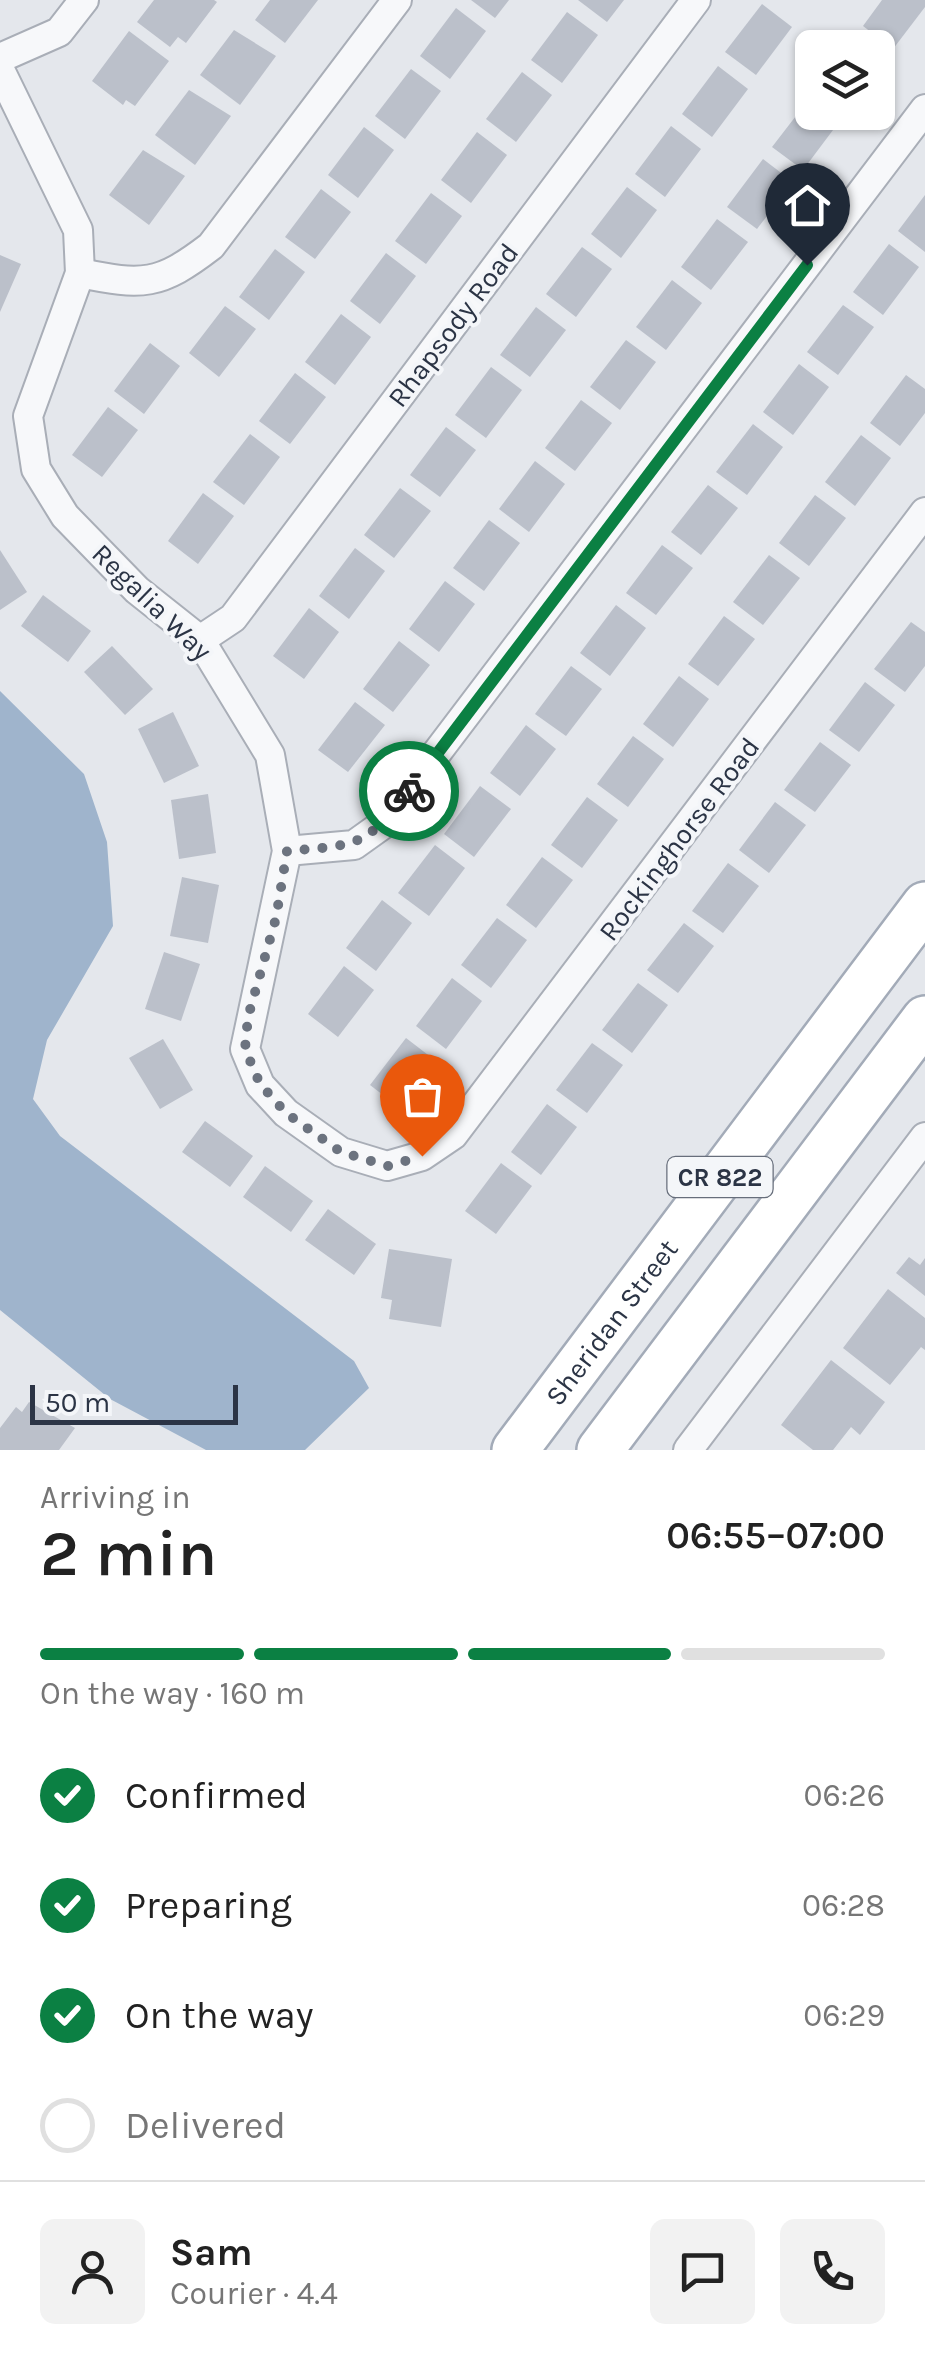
<!DOCTYPE html>
<html lang="en">
<head>
<meta charset="utf-8">
<style>
	:root { --surface:#fff; --page:#f2f2f2; --text:#222; --muted:#767676; --line:#e0e0e0; --accent:#0b8043 }
	body { margin:0; font-family:Karla,sans-serif; background:var(--page); color:var(--text); height:100vh; display:flex; flex-direction:column; font-size:38px; white-space:nowrap }
	* { box-sizing:border-box; margin:0 }
	p { font-size:32px; color:var(--muted) }
	.icon { flex:none; width:55px; height:55px; fill:none; stroke:currentColor; stroke-width:2; stroke-linecap:round; stroke-linejoin:round }
	.map { position:relative; height:1450px; overflow:hidden }
	.sheet { display:flex; flex-direction:column; background:var(--surface); flex:1 }
	.sheet>* { flex:none }
	.fabs { position:absolute; left:795px; top:30px; display:grid; gap:20px }
	.fabs a { display:grid; place-items:center; width:100px; height:100px; border-radius:15px; background:var(--surface); box-shadow:0 2px 8px #0004; font-size:50px }
	.scale { position:absolute; left:30px; bottom:25px; width:208px; box-sizing:border-box; padding-left:10px; border:5px solid #2b3445; border-top:0; font-size:28px; line-height:35px; white-space:nowrap; color:#2b3445; -webkit-text-stroke:8px #f4f6f9; paint-order:stroke }
	.pin { position:absolute; display:grid; place-items:center; width:85px; height:85px; color:#fff; margin:-102px -42px; border-radius:50% 50% 50% 0; rotate:-45deg; box-shadow:0 0 10px #0007 }
	.pin .icon { rotate:45deg }
	.courier { position:absolute; display:grid; place-items:center; width:100px; height:100px; margin:-50px; border:8px solid #0b8043; border-radius:50%; background:#fff; color:#222; box-shadow:0 2px 12px #0007 }
	.summary em { font-style:normal; font-weight:600 }
	.summary div { display:flex; flex-direction:column-reverse }
	.summary { display:flex; align-items:center; justify-content:space-between; height:170px; padding:0 40px }
	h1 { font-size:65px; font-weight:600; line-height:75px }
	.bar { display:grid; grid-template-columns:repeat(4,1fr); gap:15px 10px; align-content:center; height:120px; padding:0 40px }
	.bar i { height:12px; border-radius:8px; background:var(--line) }
	.bar .on { background:var(--accent) }
	.bar p { grid-column:span 4 }
	.line { display:flex; align-items:center; gap:25px; padding:0 40px; border-top:2px solid var(--line) }
	.line div { flex:1 }
	.round { display:grid; place-items:center; flex:none; width:105px; height:105px; border-radius:15px; background:var(--page) }
	ol { padding:0 40px; list-style:none }
	li { display:flex; align-items:center; gap:30px; height:110px }
	li p { margin-inline-start:auto }
	li .icon { padding:10px; border-radius:50%; background:var(--accent); color:#fff; stroke-width:4 }
	li:last-child { color:var(--muted) }
	li i { width:55px; height:55px; border:5px solid var(--line); border-radius:50% }
	.map>svg:first-child { display:block }
	.water { fill:#9fb4cc }
	.building { fill:#bbc0ca }
	.lines { fill:none; stroke-linecap:round; stroke-linejoin:round }
	.street-casing { stroke:#a9aeb7; stroke-width:32 }
	.primary-casing { stroke:#a3abb8; stroke-width:50 }
	.street { stroke:#f7f8fa; stroke-width:28 }
	.primary { stroke:#fff; stroke-width:45 }
	.done { stroke:#6c737f; stroke-width:10; stroke-dasharray:0 18 }
	.route { stroke:#0b8043; stroke-width:12 }
	.labels { text-anchor:middle; dominant-baseline:central; stroke-width:8; stroke-linejoin:round; paint-order:stroke }
	.shield { fill:#f4f6f9; stroke:#676e7b; stroke-width:2.5 }
	.shield-label { font-size:25px; font-weight:bold; fill:#2b3445 }
	.street-label { font-size:28px; fill:#2b3445; stroke:#f4f6f9 }
</style>
</head>
<body>
<div class="map">
<svg width="925" height="1450" viewBox="0 0 925 1450">
	<rect width="100%" height="100%" fill="#e4e7ec"/>
	<polygon class="water" points="0,691 84,774 107,842 113,926 47,1040 33,1099 60,1136 354,1361 369,1388 305,1450 206,1450 110,1399 0,1310"/>
	<g class="building">
		<polygon points="154,0 214,0 217,2 186,43 178,37 170,47 137,22"/>
		<polygon points="270,0 318,0 285,43 255,20"/>
		<polygon points="471,0 509,0 495,18"/>
		<polygon points="578,0 624,0 607,22"/>
		<polygon points="882,0 925,0 925,7 893,49 863,26"/>
		<polygon points="762,4 792,27 756,75 725,52"/>
		<polygon points="456,8 486,31 450,79 420,56"/>
		<polygon points="567,12 598,35 562,83 531,60"/>
		<polygon points="234,30 276,56 240,105 200,75"/>
		<polygon points="129,31 169,61 135,106 126,100 123,105 92,81"/>
		<polygon points="718,66 748,89 712,137 682,114"/>
		<polygon points="411,69 441,91 405,139 375,116"/>
		<polygon points="522,72 552,95 516,142 486,119"/>
		<polygon points="189,90 231,116 195,165 155,135"/>
		<polygon points="809,99 812,112 826,112 839,122 803,170 772,147"/>
		<polygon points="671,126 701,149 665,197 635,174"/>
		<polygon points="364,127 394,150 358,198 328,175"/>
		<polygon points="477,132 507,155 471,203 441,180"/>
		<polygon points="143,150 185,176 149,225 109,195"/>
		<polygon points="763,159 793,182 757,229 727,207"/>
		<polygon points="627,187 657,210 621,258 591,234"/>
		<polygon points="321,189 351,212 315,259 285,237"/>
		<polygon points="431,193 462,216 426,264 395,241"/>
		<polygon points="925,195 925,252 898,231"/>
		<polygon points="717,219 748,242 711,290 681,267"/>
		<polygon points="889,244 919,267 883,315 853,292"/>
		<polygon points="582,247 612,269 576,317 546,294"/>
		<polygon points="275,249 305,272 269,320 239,297"/>
		<polygon points="386,253 416,276 380,324 350,301"/>
		<polygon points="0,255 21,264 0,312"/>
		<polygon points="672,280 702,303 666,350 636,327"/>
		<polygon points="843,305 874,327 838,375 807,352"/>
		<polygon points="225,306 256,329 219,377 189,353"/>
		<polygon points="536,307 566,330 530,377 500,355"/>
		<polygon points="341,314 371,337 335,385 305,362"/>
		<polygon points="626,340 656,362 620,410 590,387"/>
		<polygon points="150,343 180,366 144,414 114,391"/>
		<polygon points="799,364 829,387 793,435 763,412"/>
		<polygon points="491,367 522,390 486,438 455,415"/>
		<polygon points="295,373 326,397 290,444 259,421"/>
		<polygon points="906,375 925,389 925,413 900,446 870,423"/>
		<polygon points="581,400 612,423 575,471 545,448"/>
		<polygon points="108,407 138,430 102,477 72,455"/>
		<polygon points="753,424 783,447 747,495 716,472"/>
		<polygon points="446,427 476,450 440,497 410,475"/>
		<polygon points="250,434 280,457 244,505 213,482"/>
		<polygon points="861,435 891,458 855,506 825,482"/>
		<polygon points="535,461 565,484 529,532 499,509"/>
		<polygon points="708,485 738,508 701,555 671,532"/>
		<polygon points="400,488 431,511 394,558 364,535"/>
		<polygon points="203,493 234,516 198,564 168,541"/>
		<polygon points="815,495 846,518 809,566 779,543"/>
		<polygon points="489,520 520,543 484,591 453,568"/>
		<polygon points="662,545 693,568 656,615 626,593"/>
		<polygon points="355,548 385,571 349,619 319,596"/>
		<polygon points="0,550 27,592 0,610"/>
		<polygon points="769,555 800,578 763,625 733,602"/>
		<polygon points="445,581 475,604 439,652 409,629"/>
		<polygon points="43,595 91,631 68,662 21,626"/>
		<polygon points="616,605 646,628 610,676 580,653"/>
		<polygon points="309,608 339,632 304,679 273,656"/>
		<polygon points="724,616 755,639 718,686 688,664"/>
		<polygon points="911,622 925,632 925,666 905,692 874,669"/>
		<polygon points="399,641 430,665 393,712 363,689"/>
		<polygon points="112,646 153,689 125,715 84,672"/>
		<polygon points="571,666 602,689 566,736 535,714"/>
		<polygon points="679,676 709,699 673,747 643,724"/>
		<polygon points="865,682 895,705 859,752 829,730"/>
		<polygon points="355,702 385,725 348,772 318,750"/>
		<polygon points="173,712 199,766 164,783 138,729"/>
		<polygon points="526,725 556,749 520,796 490,773"/>
		<polygon points="633,736 664,759 628,807 597,784"/>
		<polygon points="820,742 851,765 815,812 784,790"/>
		<polygon points="480,786 511,809 474,857 444,834"/>
		<polygon points="208,794 216,853 179,859 171,800"/>
		<polygon points="587,797 618,820 582,868 551,845"/>
		<polygon points="775,802 806,825 769,873 739,850"/>
		<polygon points="435,845 465,868 429,916 398,893"/>
		<polygon points="542,857 573,880 536,928 506,905"/>
		<polygon points="728,863 759,886 723,933 692,911"/>
		<polygon points="182,877 219,885 208,943 170,936"/>
		<polygon points="382,900 412,923 376,971 346,948"/>
		<polygon points="497,918 527,940 491,988 461,965"/>
		<polygon points="684,923 714,946 678,993 647,970"/>
		<polygon points="164,952 200,964 181,1021 145,1009"/>
		<polygon points="344,966 374,990 338,1037 308,1014"/>
		<polygon points="452,978 482,1001 446,1049 416,1026"/>
		<polygon points="638,983 668,1005 632,1053 602,1030"/>
		<polygon points="406,1038 436,1061 400,1108 370,1085"/>
		<polygon points="163,1039 193,1090 160,1109 129,1058"/>
		<polygon points="592,1043 623,1065 587,1113 556,1090"/>
		<polygon points="547,1104 577,1127 541,1175 511,1152"/>
		<polygon points="205,1121 253,1156 230,1187 182,1152"/>
		<polygon points="501,1163 532,1186 496,1234 465,1211"/>
		<polygon points="265,1166 313,1201 291,1232 243,1197"/>
		<polygon points="328,1209 376,1244 354,1275 305,1240"/>
		<polygon points="389,1249 452,1259 441,1327 389,1319 392,1300 381,1298"/>
		<polygon points="909,1257 920,1265 925,1258 925,1296 896,1273"/>
		<polygon points="888,1289 925,1318 925,1350 921,1347 890,1385 843,1348"/>
		<polygon points="831,1360 885,1402 860,1435 851,1427 833,1450 813,1450 781,1425"/>
		<polygon points="29,1402 75,1428 59,1450 0,1450 0,1428 16,1407 22,1412"/>
	</g>
	<g class="lines">
		<defs>
			<g id="street">
				<polyline points="0,58 59,32 84,0"/>
				<polyline points="0,70 78,230 80,273 28,416 36,469 65,516 137,590 200,640 270,755 287,851 245,1049 260,1085 286,1113 341,1152 387,1166 422,1156 453,1135 925,512"/>
				<path d="M80,273C143,286 159,286 211,246L397,0"/>
				<polyline points="200,640 233,618 696,0"/>
				<polyline points="287,851 354,845 382,825 925,109"/>
				<polyline points="688,1450 925,1137"/>
			</g>
			<g id="primary">
				<path id="s1" d="M515,1450L925,905"/>
				<polyline points="600,1450 925,1019"/>
			</g>
		</defs>
		<use href="#street" class="street-casing"/>
		<use href="#primary" class="primary-casing"/>
		<use href="#street" class="street"/>
		<use href="#primary" class="primary"/>
	</g>
	<g class="lines">
		<path class="done" d="M409,791C365,848 356,845 287,851L276,918L248,1017L245,1049L260,1084L286,1113L341,1152L388,1166L422,1156"/>
		<polyline class="route" points="409,791 807,265"/>
	</g>
	<g class="labels">
		<rect class="shield" x="667.5" y="1157" width="105" height="40" rx="8"/>
		<g class="shield-label">
			<text x="720" y="1177">CR 822</text>
		</g>
		<g class="street-label">
			<text transform="translate(453 325) rotate(-53)">Rhapsody Road</text>
			<text transform="translate(152 602) rotate(44)">Regalia Way</text>
			<text transform="translate(679 839) rotate(-53)">Rockinghorse Road</text>
			<text stroke="none"><textPath href="#s1" startOffset="160">Sheridan Street</textPath></text>
		</g>
	</g>
</svg>
<div class="fabs">
<a><svg class="icon" aria-label="layers" viewBox="0 0 24 24"><path d="M12 4l9 5-9 5-9-5zM3 14l9 5 9-5"/></svg></a>
</div>
<div class="scale">50 m</div>
<div class="pin" style="left:422px;top:1156px;background:#ea580c"><svg class="icon" aria-label="bag" viewBox="0 0 24 24"><path d="M5 8h14l-1 12H6zM9 8a3 3 0 0 1 6 0"/></svg></div>
<div class="pin" style="left:807px;top:265px;background:#1f2937"><svg class="icon" aria-label="home" viewBox="0 0 24 24"><path d="M3 11l9-7 9 7M6 9v11h12V9"/></svg></div>
<div class="courier" style="left:409px;top:791px"><svg class="icon" aria-label="bike" viewBox="0 0 24 24"><circle cx="6" cy="16" r="4"/><circle cx="18" cy="16" r="4"/><path d="M6 16l4-8h5l3 8M10 8l3 8H6M13 5h3"/></svg></div>
</div>
<section class="sheet">
<div class="summary"><div><h1>2 min</h1><p>Arriving in</p></div><em>06:55–07:00</em></div>
<div class="bar"><i class="on"></i><i class="on"></i><i class="on"></i><i></i><p>On the way · 160 m</p></div>
<ol>
<li><svg class="icon" aria-label="check" viewBox="0 0 24 24"><path d="M5 12l5 5 9-10"/></svg>Confirmed<p>06:26</p></li>
<li><svg class="icon" aria-label="check" viewBox="0 0 24 24"><path d="M5 12l5 5 9-10"/></svg>Preparing<p>06:28</p></li>
<li><svg class="icon" aria-label="check" viewBox="0 0 24 24"><path d="M5 12l5 5 9-10"/></svg>On the way<p>06:29</p></li>
<li><i></i>Delivered</li>
</ol>
<div class="line" style="height:180px"><a class="round"><svg class="icon" aria-label="person" viewBox="0 0 24 24"><circle cx="12" cy="8" r="4"/><path d="M4 21q1-7 8-7t8 7"/></svg></a><div><b>Sam</b><p>Courier · 4.4</p></div><a class="round"><svg class="icon" aria-label="chat" viewBox="0 0 24 24"><path d="M4 5h16v11H9l-5 4z"/></svg></a><a class="round"><svg class="icon" aria-label="phone" viewBox="0 0 24 24"><path d="M5 4h4l2 5-3 2q2 4 5 5l2-3 5 2v4C11 20 4 13 5 4z"/></svg></a></div>
</section>
</body>
</html>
§ §
*What is required*:
Please count the lines in the records that contain "sizing" and reply with the count alone.

*Answer for this exercise*:
2